Nominating and Governance Committee Procedures for Identifying and Evaluating Director Candidates

The Nominating and Governance Committee (the “Committee) will observe the following procedures in identifying and evaluating candidates for election to the Board of Directors (the “Board”) of BK Technologies Corporation (the “Company”).

The Company is of the view that the continuing service of qualified incumbents promotes stability and continuity in the function of the Board, contributing to the Board’s ability to work as a collective body, while giving the Company the benefit of the familiarity and insight into the Company’s affairs that its directors have accumulated during their tenure. Accordingly, the process of the Committee for identifying nominees shall reflect the Company’s practice of renominating incumbent directors who continue to satisfy the Committee’s criteria for membership on the Board, whom the Committee believes continue to make important contributions to the Board and who consent to continue their service on the Board.

Consistent with this policy, in considering candidates for election at annual meetings of stockholders, the Committee will first determine the incumbent directors whose terms expire at the upcoming meeting and who wish to continue their service on the Board.

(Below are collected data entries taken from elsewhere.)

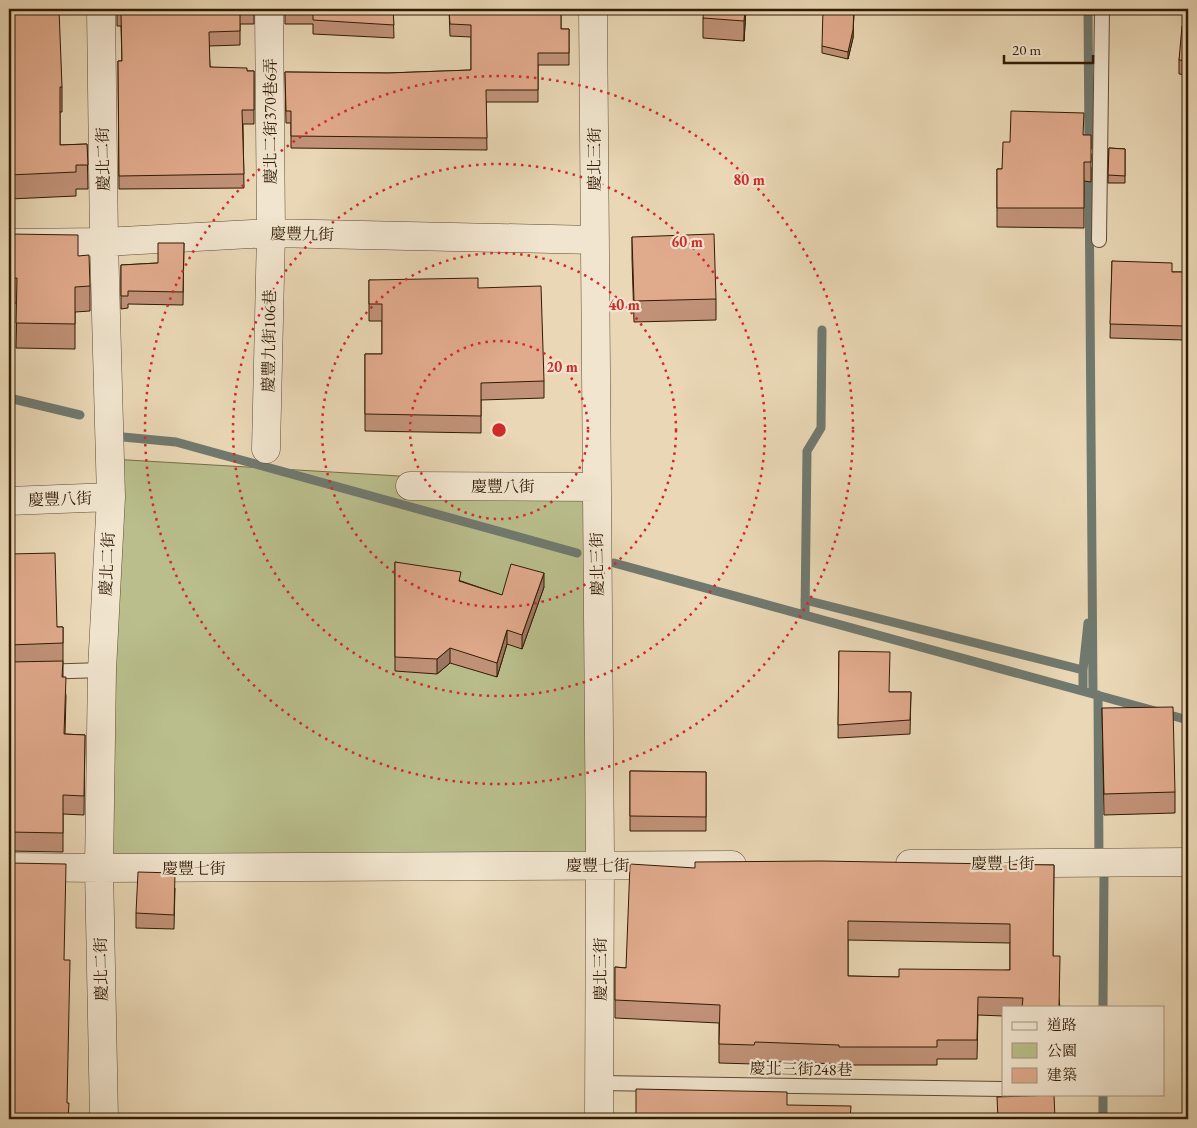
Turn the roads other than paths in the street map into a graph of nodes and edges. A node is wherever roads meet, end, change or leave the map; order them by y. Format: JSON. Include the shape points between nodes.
{"nodes":[{"id":1,"x":101,"y":9,"type":"edge"},
{"id":2,"x":269,"y":9,"type":"edge"},
{"id":3,"x":593,"y":9,"type":"edge"},
{"id":4,"x":1102,"y":9,"type":"edge"},
{"id":5,"x":271,"y":233,"type":"junction"},
{"id":6,"x":595,"y":240,"type":"junction"},
{"id":7,"x":1099,"y":240,"type":"dead end"},
{"id":8,"x":104,"y":242,"type":"junction"},
{"id":9,"x":9,"y":243,"type":"edge"},
{"id":10,"x":266,"y":449,"type":"dead end"},
{"id":11,"x":410,"y":486,"type":"dead end"},
{"id":12,"x":597,"y":487,"type":"junction"},
{"id":13,"x":111,"y":497,"type":"junction"},
{"id":14,"x":9,"y":501,"type":"edge"},
{"id":15,"x":102,"y":670,"type":"junction"},
{"id":16,"x":9,"y":673,"type":"edge"},
{"id":17,"x":1188,"y":862,"type":"edge"},
{"id":18,"x":759,"y":864,"type":"edge"},
{"id":19,"x":889,"y":864,"type":"edge"},
{"id":20,"x":600,"y":866,"type":"junction"},
{"id":21,"x":9,"y":867,"type":"edge"},
{"id":22,"x":99,"y":868,"type":"junction"},
{"id":23,"x":599,"y":1084,"type":"junction"},
{"id":24,"x":1002,"y":1089,"type":"edge"},
{"id":25,"x":104,"y":1119,"type":"edge"},
{"id":26,"x":599,"y":1119,"type":"edge"}],
"edges":[{"from":1,"to":8,"type":"street","name":"慶北二街"},
{"from":2,"to":5,"type":"street","name":"慶北二街370巷6弄"},
{"from":3,"to":6,"type":"street","name":"慶北三街"},
{"from":4,"to":7,"type":"lane"},
{"from":5,"to":6,"type":"street","name":"慶豐九街"},
{"from":5,"to":8,"type":"street","name":"慶豐九街"},
{"from":5,"to":10,"type":"street","name":"慶豐九街106巷"},
{"from":6,"to":12,"type":"street","name":"慶北三街"},
{"from":8,"to":9,"type":"street","name":"慶豐九街"},
{"from":8,"to":13,"type":"street","name":"慶北二街"},
{"from":11,"to":12,"type":"street","name":"慶豐八街"},
{"from":12,"to":20,"type":"street","name":"慶北三街"},
{"from":13,"to":14,"type":"street","name":"慶豐八街"},
{"from":13,"to":15,"type":"street","name":"慶北二街"},
{"from":15,"to":16,"type":"lane"},
{"from":15,"to":22,"type":"street","name":"慶北二街"},
{"from":17,"to":19,"type":"street","name":"慶豐七街"},
{"from":18,"to":20,"type":"street","name":"慶豐七街"},
{"from":20,"to":22,"type":"street","name":"慶豐七街"},
{"from":20,"to":23,"type":"street","name":"慶北三街"},
{"from":21,"to":22,"type":"street","name":"慶豐七街"},
{"from":22,"to":25,"type":"street","name":"慶北二街"},
{"from":23,"to":24,"type":"lane","name":"慶北三街248巷"},
{"from":23,"to":26,"type":"street","name":"慶北三街"}]}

The Committee will evaluate the qualifications and performance of the incumbent directors that desire to continue their service. In particular, as to each such incumbent director, the Committee will:

  • consider if the director continues to satisfy the minimum qualifications for director candidates adopted by the Committee;
  • review the assessments of the performance of the director during the preceding term made by the Committee; and
  • determine whether there exist any special, countervailing considerations against renomination of the director.

If the Committee determines that (a) an incumbent director consenting to re-nomination continues to be qualified and has satisfactorily performed his or her duties as director during the preceding term and (b) there exist no reasons, including considerations relating to the composition and functional needs of the Board as a whole, why in the Committee’s view the incumbent should not be re-nominated, the Committee will, absent special circumstances, propose the incumbent director for re-election.

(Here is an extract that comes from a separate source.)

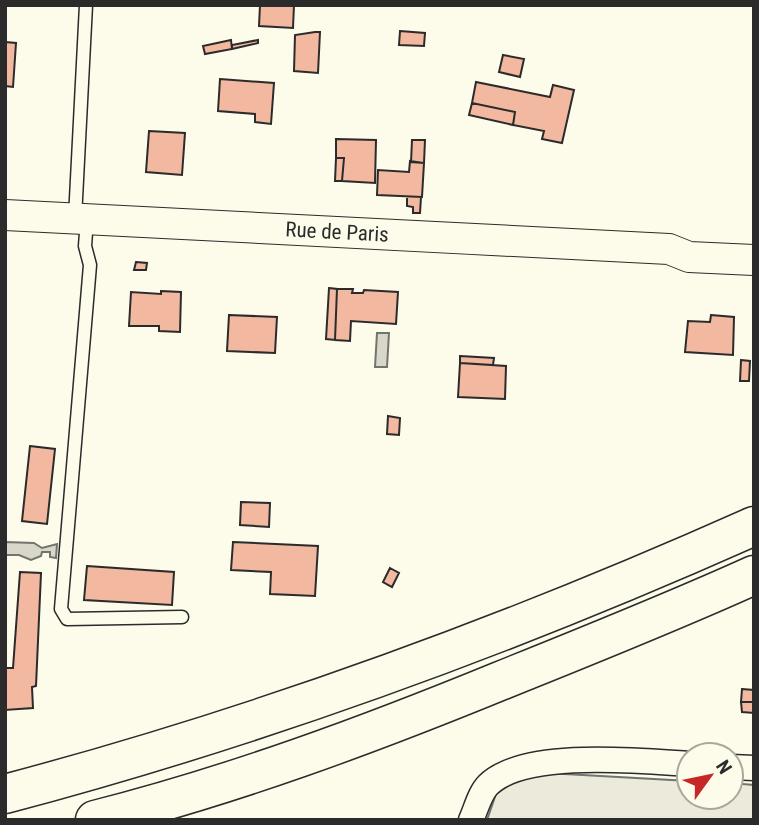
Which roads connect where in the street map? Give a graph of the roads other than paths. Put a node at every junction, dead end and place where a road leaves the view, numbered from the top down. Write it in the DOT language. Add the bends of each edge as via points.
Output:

Consistent with the Company’s policy regarding director candidates submitted by stockholders, the Company shall only consider recommendations of director candidates from stockholders where the Committee has determined to not re-nominate a qualified incumbent director.

The Committee will identify and evaluate new candidates for election to the Board where there is no qualified and available incumbent, including for the purpose of filling vacancies arising by reason of the resignation, retirement, removal, death or disability of an incumbent director or a decision of the directors to expand the size of the Board.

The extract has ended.